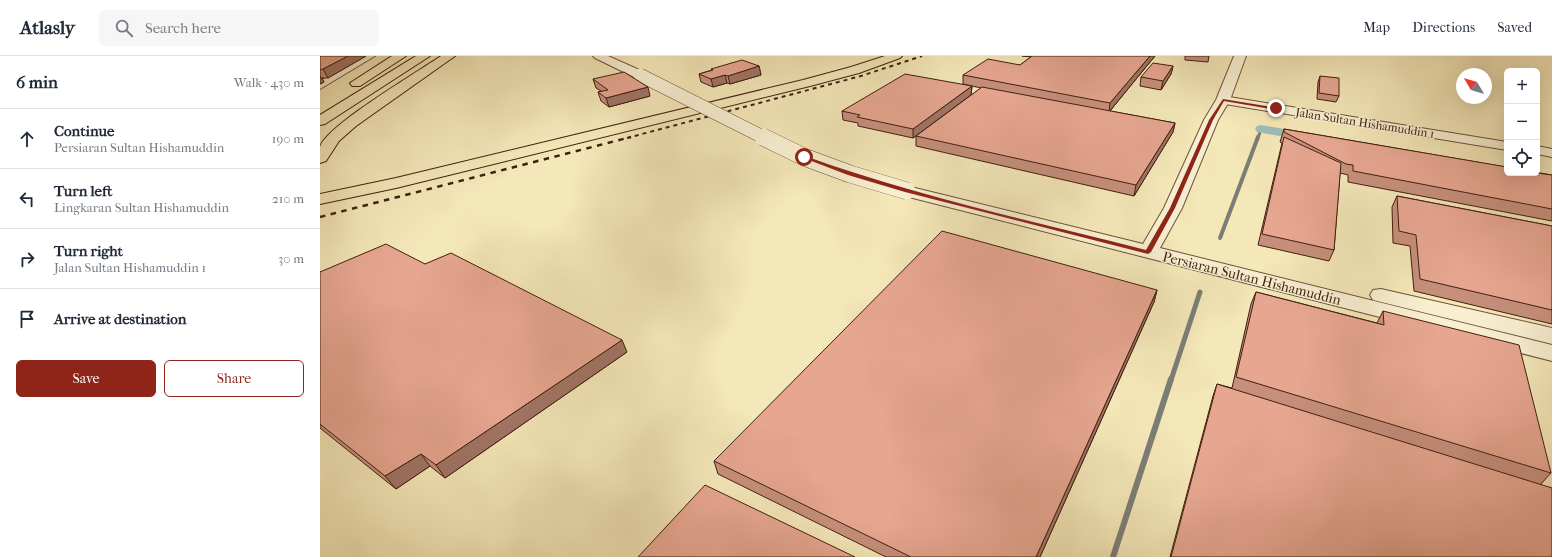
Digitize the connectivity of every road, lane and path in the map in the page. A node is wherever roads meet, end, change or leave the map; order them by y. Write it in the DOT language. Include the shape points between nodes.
graph roads {
  1 [pos="370,56"];
  2 [pos="400,56"];
  3 [pos="438,56"];
  4 [pos="449,56"];
  5 [pos="599,56"];
  6 [pos="616,56"];
  7 [pos="896,56"];
  8 [pos="1240,56"];
  9 [pos="419,59"];
  10 [pos="645,74"];
  11 [pos="806,83"];
  12 [pos="320,86"];
  13 [pos="1223,100"];
  14 [pos="320,121"];
  15 [pos="320,132"];
  16 [pos="1504,146"];
  17 [pos="1540,151"];
  18 [pos="1552,153"];
  19 [pos="320,158"];
  20 [pos="320,199"];
  21 [pos="320,210"];
  22 [pos="1152,246"];
  23 [pos="1552,336"];
  24 [pos="1552,353"];
  1 -- 12 [label="street"];
  2 -- 9 [label="main road" via="351,86"];
  3 -- 9 [label="main road"];
  4 -- 19 [label="main road" via="351,123 334,138"];
  5 -- 10 [label="street, Persiaran Sultan Hishamuddin"];
  6 -- 10 [label="street, Persiaran Sultan Hishamuddin"];
  7 -- 11 [label="main road"];
  8 -- 13 [label="street"];
  9 -- 14 [label="main road"];
  9 -- 15 [label="main road"];
  10 -- 22 [label="street, Persiaran Sultan Hishamuddin, bridge" via="804,157 850,174"];
  11 -- 20 [label="main road" via="396,183"];
  11 -- 21 [label="main road" via="631,132"];
  13 -- 16 [label="street, Jalan Sultan Hishamuddin 1"];
  13 -- 22 [label="street" via="1211,120 1173,208"];
  17 -- 18 [label="street"];
  22 -- 23 [label="street, Persiaran Sultan Hishamuddin"];
  22 -- 24 [label="street, Persiaran Sultan Hishamuddin"];
}
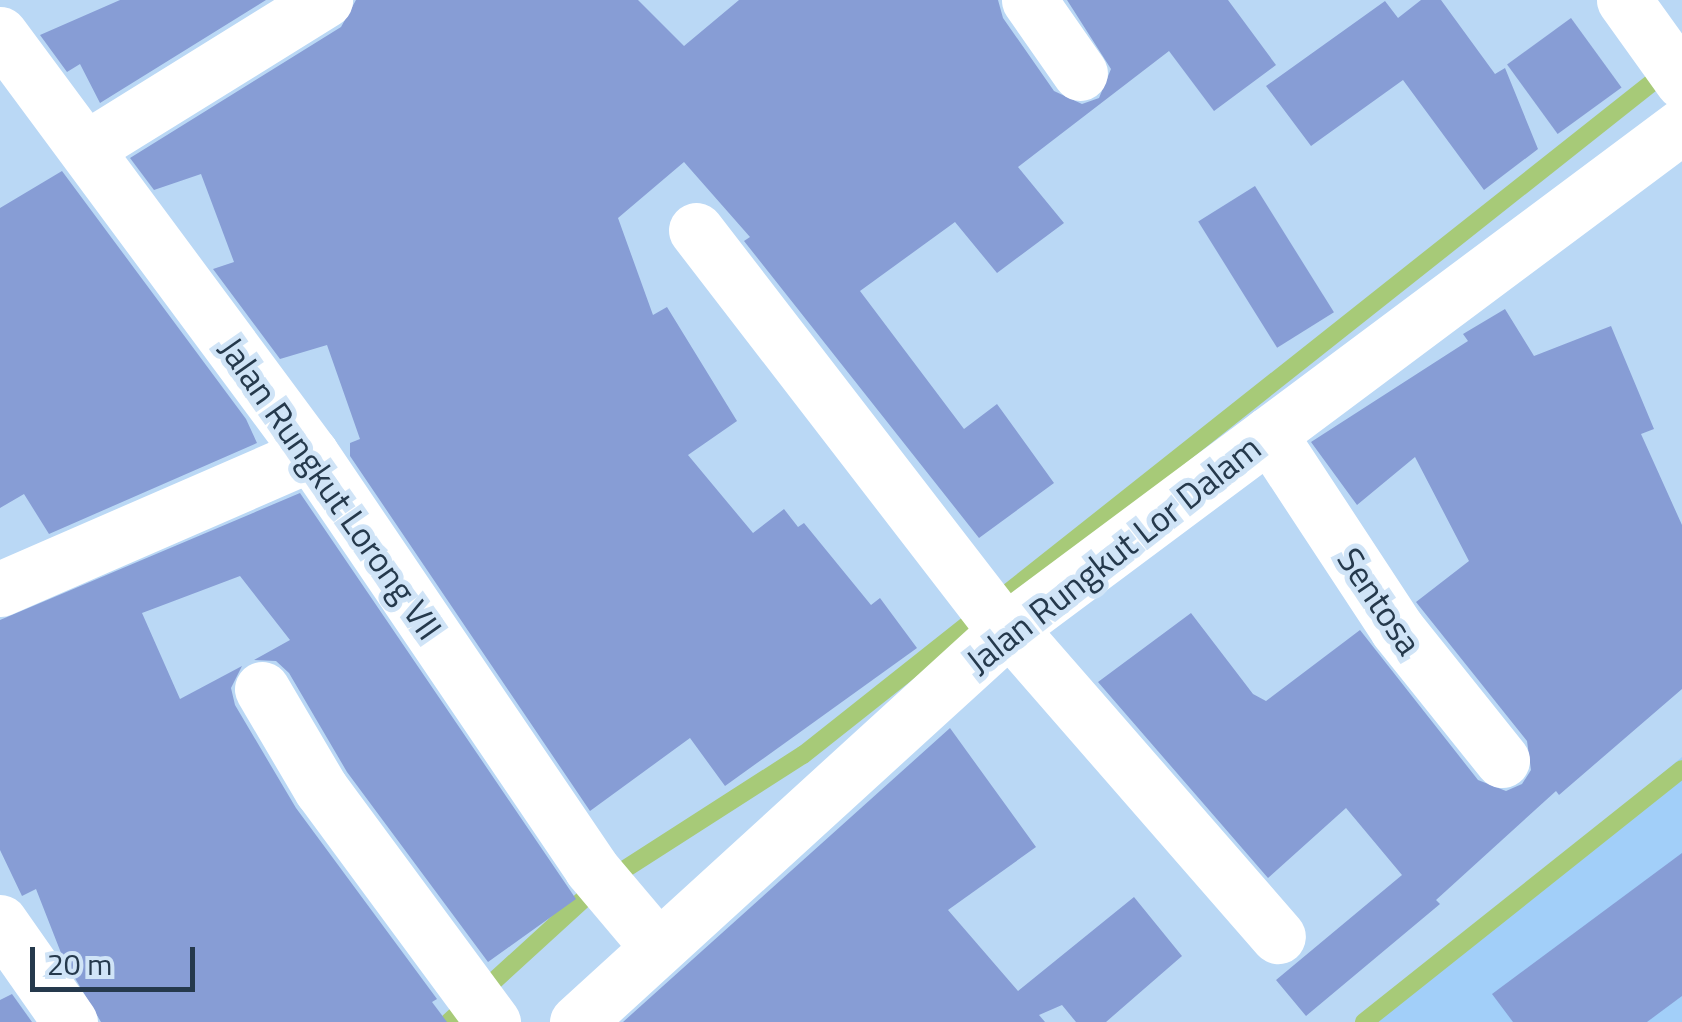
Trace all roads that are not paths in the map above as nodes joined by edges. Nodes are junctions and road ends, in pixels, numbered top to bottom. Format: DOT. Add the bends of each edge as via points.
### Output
graph roads {
  1 [pos="326,0"];
  2 [pos="1029,0"];
  3 [pos="1624,0"];
  4 [pos="0,34"];
  5 [pos="1672,56"];
  6 [pos="1080,74"];
  7 [pos="1682,126"];
  8 [pos="88,147"];
  9 [pos="696,230"];
  10 [pos="1269,434"];
  11 [pos="311,454"];
  12 [pos="0,589"];
  13 [pos="996,616"];
  14 [pos="262,688"];
  15 [pos="1502,760"];
  16 [pos="0,922"];
  17 [pos="1278,936"];
  18 [pos="656,945"];
  19 [pos="485,1012"];
  20 [pos="70,1022"];
  21 [pos="577,1022"];
  1 -- 8 [label="street"];
  2 -- 6 [label="street"];
  3 -- 5 [label="street"];
  4 -- 8 [label="street, Jalan Rungkut Lorong VII"];
  7 -- 10 [label="street, Jalan Rungkut Lor Dalam"];
  8 -- 11 [label="street, Jalan Rungkut Lorong VII"];
  9 -- 13 [label="street"];
  10 -- 13 [label="street, Jalan Rungkut Lor Dalam"];
  10 -- 15 [label="street, Sentosa" via="1397,629"];
  11 -- 12 [label="street"];
  11 -- 18 [label="street, Jalan Rungkut Lorong VII" via="604,883"];
  13 -- 17 [label="street"];
  13 -- 18 [label="street, Jalan Rungkut Lor Dalam"];
  14 -- 19 [label="street" via="321,789"];
  16 -- 20 [label="street"];
  18 -- 21 [label="street, Jalan Rungkut Lor Dalam"];
}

** WORK REQUEST **
Using the listing above, gather each line that holds the string "roads" and copy it.

** EXPECTED ANSWER **
Digitize the connectivity of every road, lane and path in the map in the page. A node is wherever roads meet, end, change or leave the map; order them by y. Write it in the DOT language. Include the shape points between nodes.
graph roads {
Trace all roads that are not paths in the map above as nodes joined by edges. Nodes are junctions and road ends, in pixels, numbered top to bottom. Format: DOT. Add the bends of each edge as via points.
graph roads {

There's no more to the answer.